Aleck Maury is a novel of pain and loss, of place and wildness, of believable characters accommodating themselves to the world as it is. Its animal characters are but the first examples of its specificity, where their individuality rivals that of the humans. The hunting dogs especially, a long succession of them, are so well-drawn they could have been Gordon’s own, a family of bird dogs sprawled on the steps of a broad country porch. She knows every ruse an angler must use to catch every possible kind of fish. (They strike “out of curiosity and not appetite,” she has one character say.) Her instructions for the care and use of fishing tackle, the way a line must be cast to put a lure in front of a trout, knowing the wiles of fish concealing themselves in their own cool habitats—all are described with such thoroughness, a novice could take to the nearest stream after reading her novel and fill his creel with writhing bluegill. She makes certain a sassafras tree won’t be confused with a sweet gum. The latter’s leaves falling on an autumn day are variegated, she writes, “pale mauve, clear scarlet, a strange bluish color shot with purple.”
Perhaps Gordon’s most singular achievement in Aleck Maury, Sportsman is the way she so fully inhabits her father’s self as she makes him a character in her novel. She takes his body and habits, his moods and tones, the accumulating forces he drew inside him as he lived, and makes him an actual man. The novel is told in Maury’s own voice, with Gordon as ventriloquist, a unique instance in fiction of a child becoming his or her own parent.
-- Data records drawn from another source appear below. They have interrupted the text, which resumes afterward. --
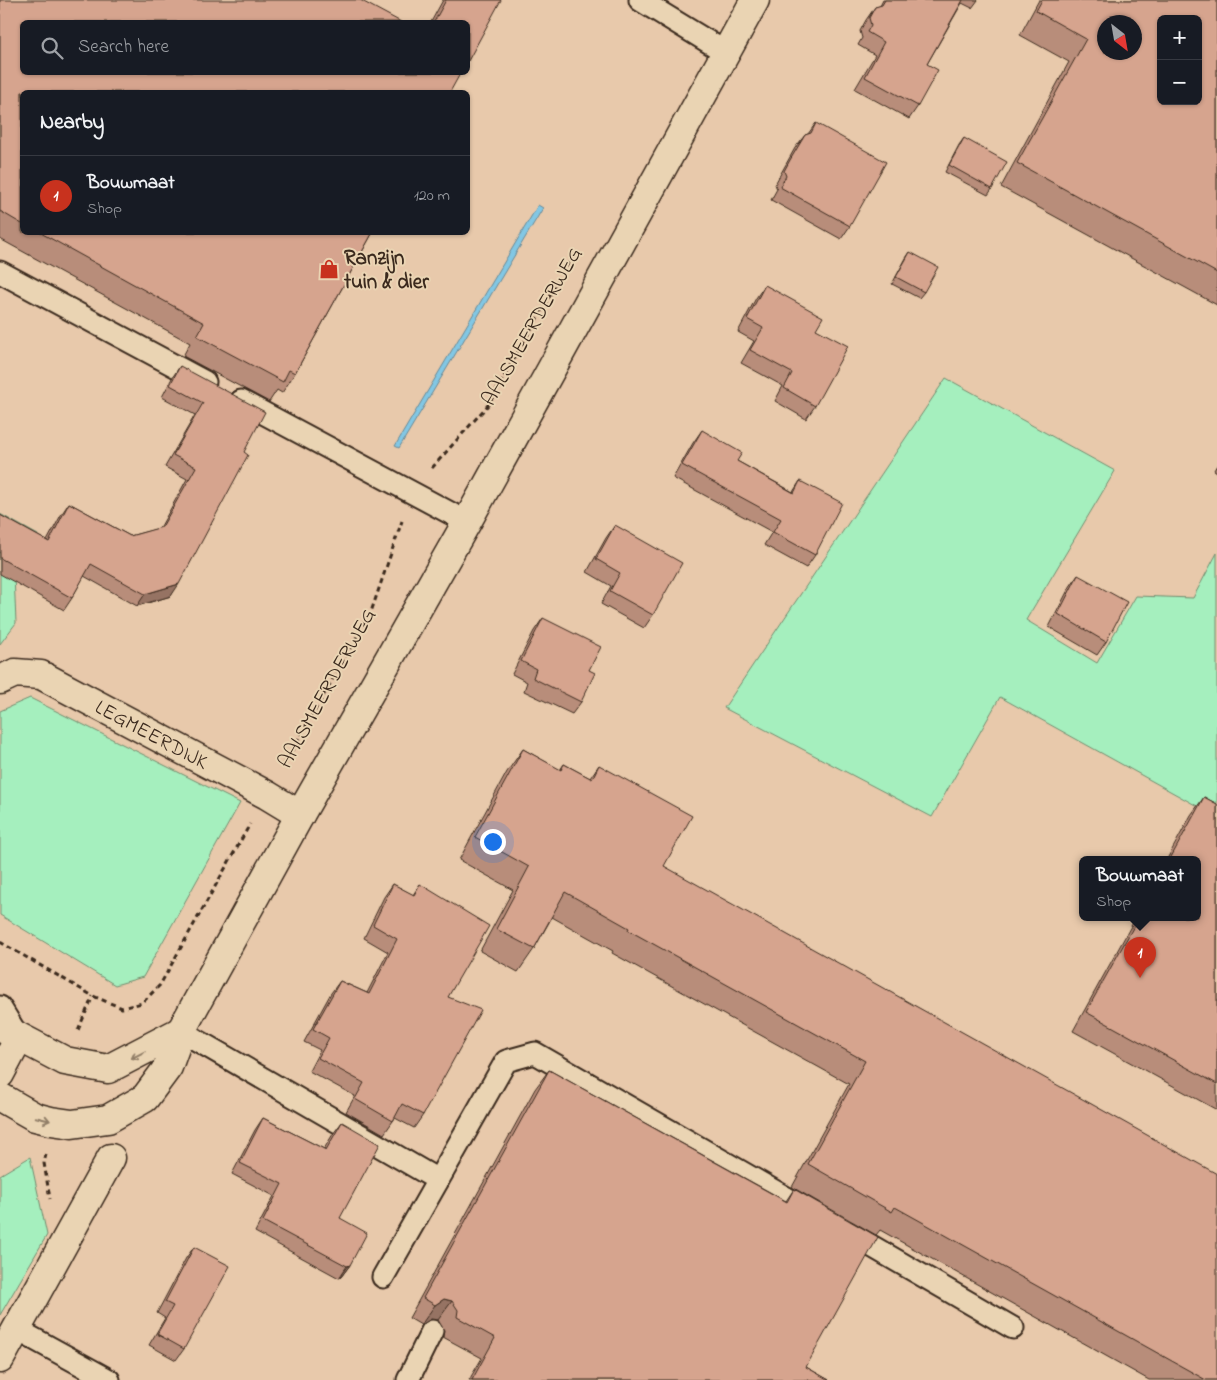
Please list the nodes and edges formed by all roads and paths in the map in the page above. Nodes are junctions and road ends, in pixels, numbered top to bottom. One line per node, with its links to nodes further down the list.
1 (640, 0): 3 (lane)
2 (755, 0): 3 (street, AALSMEERDERWEG)
3 (725, 52): 7 (street, AALSMEERDERWEG)
4 (576, 250): 6 (path, AALSMEERDERWEG)
5 (0, 272): 6 (lane)
6 (416, 492): 7 (lane); 9 (path, AALSMEERDERWEG)
7 (467, 522): 10 (street, AALSMEERDERWEG)
8 (0, 680): 9 (street, LEGMEERDIJK)
9 (267, 794): 10 (street, LEGMEERDIJK); 11 (path, AALSMEERDERWEG)
10 (300, 815): 14 (street, AALSMEERDERWEG)
11 (0, 942)
12 (0, 1007): 13 (lane)
13 (10, 1032): 14 (street, one-way to 13); 15 (street)
14 (181, 1032): 16 (street, AALSMEERDERWEG, one-way to 14); 18 (lane)
15 (0, 1074)
16 (0, 1097)
17 (111, 1158): 21 (street)
18 (438, 1180): 19 (lane); 20 (lane)
19 (383, 1277)
20 (1013, 1328)
21 (16, 1329): 23 (street); 24 (lane)
22 (432, 1331): 25 (lane)
23 (0, 1359)
24 (109, 1380)
25 (408, 1380)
At a certain point, when Aleck and Molly produce a daughter, Gordon becomes a character in her own novel. Only she knows what she actually observed of her father and what she made up for her novel. It’s difficult to believe though that a reader finishing Gordon’s book can believe anything other than that they’ve just become intimate with one of Southern literature’s most memorable characters.
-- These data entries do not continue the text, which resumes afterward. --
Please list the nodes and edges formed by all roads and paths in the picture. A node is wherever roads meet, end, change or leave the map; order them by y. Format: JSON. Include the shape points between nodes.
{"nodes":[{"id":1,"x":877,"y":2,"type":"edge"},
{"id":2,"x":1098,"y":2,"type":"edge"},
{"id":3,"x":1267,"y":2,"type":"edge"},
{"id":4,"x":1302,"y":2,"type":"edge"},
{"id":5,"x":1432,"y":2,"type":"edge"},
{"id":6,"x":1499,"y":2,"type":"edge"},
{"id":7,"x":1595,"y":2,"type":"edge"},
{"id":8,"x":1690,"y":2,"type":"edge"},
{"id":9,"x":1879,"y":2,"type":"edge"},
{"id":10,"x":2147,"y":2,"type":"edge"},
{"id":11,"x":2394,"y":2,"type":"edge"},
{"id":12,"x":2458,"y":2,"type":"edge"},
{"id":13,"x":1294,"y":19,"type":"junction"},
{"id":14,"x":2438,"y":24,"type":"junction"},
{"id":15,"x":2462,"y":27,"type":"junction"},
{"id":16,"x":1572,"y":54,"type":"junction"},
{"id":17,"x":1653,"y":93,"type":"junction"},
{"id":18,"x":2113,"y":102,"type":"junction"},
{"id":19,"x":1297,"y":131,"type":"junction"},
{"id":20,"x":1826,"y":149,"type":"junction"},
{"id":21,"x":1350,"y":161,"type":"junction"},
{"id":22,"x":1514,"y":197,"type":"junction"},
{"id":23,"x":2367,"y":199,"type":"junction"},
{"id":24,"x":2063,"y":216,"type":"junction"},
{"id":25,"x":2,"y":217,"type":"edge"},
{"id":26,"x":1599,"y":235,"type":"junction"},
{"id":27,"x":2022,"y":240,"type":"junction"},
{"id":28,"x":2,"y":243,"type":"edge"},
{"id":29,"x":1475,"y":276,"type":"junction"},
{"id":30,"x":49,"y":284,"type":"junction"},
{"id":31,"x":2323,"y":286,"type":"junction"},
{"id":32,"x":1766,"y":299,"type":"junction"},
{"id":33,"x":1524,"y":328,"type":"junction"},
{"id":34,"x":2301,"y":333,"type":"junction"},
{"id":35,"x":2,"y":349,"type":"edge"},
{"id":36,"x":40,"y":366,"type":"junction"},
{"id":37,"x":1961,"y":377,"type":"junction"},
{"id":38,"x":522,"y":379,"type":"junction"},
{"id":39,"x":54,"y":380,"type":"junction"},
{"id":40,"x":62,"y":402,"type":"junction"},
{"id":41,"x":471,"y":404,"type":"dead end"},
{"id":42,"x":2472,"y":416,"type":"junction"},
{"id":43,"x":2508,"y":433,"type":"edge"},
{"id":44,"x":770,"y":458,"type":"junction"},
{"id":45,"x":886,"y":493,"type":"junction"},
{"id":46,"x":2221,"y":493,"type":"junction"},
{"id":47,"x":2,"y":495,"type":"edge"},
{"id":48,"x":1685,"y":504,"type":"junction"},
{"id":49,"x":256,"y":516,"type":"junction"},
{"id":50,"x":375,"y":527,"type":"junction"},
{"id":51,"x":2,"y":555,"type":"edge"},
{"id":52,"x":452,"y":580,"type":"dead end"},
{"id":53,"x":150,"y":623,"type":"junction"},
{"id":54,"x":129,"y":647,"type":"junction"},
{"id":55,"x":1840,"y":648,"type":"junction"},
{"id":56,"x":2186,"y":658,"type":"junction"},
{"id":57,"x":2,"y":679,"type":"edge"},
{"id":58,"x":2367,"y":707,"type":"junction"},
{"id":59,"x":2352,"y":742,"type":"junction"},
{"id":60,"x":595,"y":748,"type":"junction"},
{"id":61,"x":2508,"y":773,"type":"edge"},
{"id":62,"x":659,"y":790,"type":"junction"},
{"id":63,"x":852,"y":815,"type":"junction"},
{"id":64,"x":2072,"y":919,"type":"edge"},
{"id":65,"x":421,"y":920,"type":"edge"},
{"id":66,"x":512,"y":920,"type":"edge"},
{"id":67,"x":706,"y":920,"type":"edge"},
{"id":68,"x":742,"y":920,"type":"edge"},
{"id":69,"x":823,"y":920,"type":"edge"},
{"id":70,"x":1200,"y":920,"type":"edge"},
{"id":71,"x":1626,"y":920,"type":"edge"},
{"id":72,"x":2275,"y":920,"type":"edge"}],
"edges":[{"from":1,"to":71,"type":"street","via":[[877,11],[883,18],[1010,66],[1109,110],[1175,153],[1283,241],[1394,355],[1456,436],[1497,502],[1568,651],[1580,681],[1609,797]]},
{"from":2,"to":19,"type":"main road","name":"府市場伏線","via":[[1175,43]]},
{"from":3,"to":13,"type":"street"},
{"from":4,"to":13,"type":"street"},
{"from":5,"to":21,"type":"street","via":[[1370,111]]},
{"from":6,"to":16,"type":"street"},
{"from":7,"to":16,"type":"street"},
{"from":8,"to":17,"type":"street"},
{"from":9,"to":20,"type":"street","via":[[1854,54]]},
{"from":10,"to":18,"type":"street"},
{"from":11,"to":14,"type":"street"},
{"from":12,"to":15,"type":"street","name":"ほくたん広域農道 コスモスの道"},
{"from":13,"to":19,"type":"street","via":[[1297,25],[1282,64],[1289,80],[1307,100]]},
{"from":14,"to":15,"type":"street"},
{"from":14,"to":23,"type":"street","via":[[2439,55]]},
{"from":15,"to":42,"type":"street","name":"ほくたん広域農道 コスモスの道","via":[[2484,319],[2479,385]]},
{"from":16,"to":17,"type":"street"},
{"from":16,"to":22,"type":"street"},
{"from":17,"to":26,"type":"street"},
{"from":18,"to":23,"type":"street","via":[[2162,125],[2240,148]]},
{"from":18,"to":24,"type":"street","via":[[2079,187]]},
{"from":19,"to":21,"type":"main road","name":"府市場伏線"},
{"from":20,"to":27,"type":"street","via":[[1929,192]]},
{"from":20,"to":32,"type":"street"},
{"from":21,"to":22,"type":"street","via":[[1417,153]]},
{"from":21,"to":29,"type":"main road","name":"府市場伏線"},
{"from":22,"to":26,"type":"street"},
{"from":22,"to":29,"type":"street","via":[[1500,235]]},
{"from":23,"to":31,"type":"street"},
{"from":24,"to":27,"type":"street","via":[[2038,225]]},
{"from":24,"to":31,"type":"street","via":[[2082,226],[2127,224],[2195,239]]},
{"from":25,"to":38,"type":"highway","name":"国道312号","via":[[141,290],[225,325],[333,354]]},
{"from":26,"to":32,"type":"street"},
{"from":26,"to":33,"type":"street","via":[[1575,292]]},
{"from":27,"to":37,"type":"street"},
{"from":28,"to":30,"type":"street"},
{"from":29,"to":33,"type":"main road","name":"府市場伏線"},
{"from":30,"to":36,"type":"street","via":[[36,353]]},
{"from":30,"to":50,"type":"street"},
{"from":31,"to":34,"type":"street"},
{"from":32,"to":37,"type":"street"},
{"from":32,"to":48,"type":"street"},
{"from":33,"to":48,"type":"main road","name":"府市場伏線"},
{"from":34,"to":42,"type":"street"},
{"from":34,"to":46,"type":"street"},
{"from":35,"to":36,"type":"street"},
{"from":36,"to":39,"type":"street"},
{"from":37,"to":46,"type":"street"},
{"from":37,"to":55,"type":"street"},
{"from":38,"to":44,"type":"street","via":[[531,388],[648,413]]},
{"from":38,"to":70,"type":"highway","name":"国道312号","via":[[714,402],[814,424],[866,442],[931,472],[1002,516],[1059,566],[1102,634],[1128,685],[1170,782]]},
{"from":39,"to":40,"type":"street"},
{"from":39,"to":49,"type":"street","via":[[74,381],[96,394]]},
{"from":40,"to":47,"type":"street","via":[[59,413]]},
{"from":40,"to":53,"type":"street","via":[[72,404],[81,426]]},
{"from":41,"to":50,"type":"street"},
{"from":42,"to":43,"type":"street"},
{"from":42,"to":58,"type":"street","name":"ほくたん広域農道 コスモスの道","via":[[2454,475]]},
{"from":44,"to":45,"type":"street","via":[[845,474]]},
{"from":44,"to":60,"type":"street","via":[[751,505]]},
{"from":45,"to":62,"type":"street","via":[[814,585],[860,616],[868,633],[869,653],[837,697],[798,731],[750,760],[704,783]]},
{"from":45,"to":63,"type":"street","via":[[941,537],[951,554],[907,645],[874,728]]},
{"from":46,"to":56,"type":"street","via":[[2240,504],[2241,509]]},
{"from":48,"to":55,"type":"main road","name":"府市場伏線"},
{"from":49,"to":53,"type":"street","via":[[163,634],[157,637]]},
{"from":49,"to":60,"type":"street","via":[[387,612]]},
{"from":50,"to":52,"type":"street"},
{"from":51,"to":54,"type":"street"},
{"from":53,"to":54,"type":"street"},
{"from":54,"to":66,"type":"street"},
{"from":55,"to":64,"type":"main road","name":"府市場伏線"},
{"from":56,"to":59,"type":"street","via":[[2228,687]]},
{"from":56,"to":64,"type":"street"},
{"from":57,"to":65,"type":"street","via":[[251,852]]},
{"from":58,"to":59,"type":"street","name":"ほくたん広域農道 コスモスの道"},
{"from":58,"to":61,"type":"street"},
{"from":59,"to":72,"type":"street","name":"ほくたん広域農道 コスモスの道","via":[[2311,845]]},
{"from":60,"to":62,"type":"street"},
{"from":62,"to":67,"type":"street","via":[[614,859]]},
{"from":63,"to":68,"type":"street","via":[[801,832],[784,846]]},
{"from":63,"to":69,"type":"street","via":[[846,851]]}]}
If Gordon was a writer’s writer, she was also a bit of an enigma. The photograph of her that is most frequently reprinted on her book jackets shows a woman of porcelain stillness, with large dark eyes looking inward, her hair as close-trimmed as a nun’s: a paradox of sensuality and severity. In her head there surely danced the extravagant and tragic theatre of a vanished South. In her eyes she shows its sadness.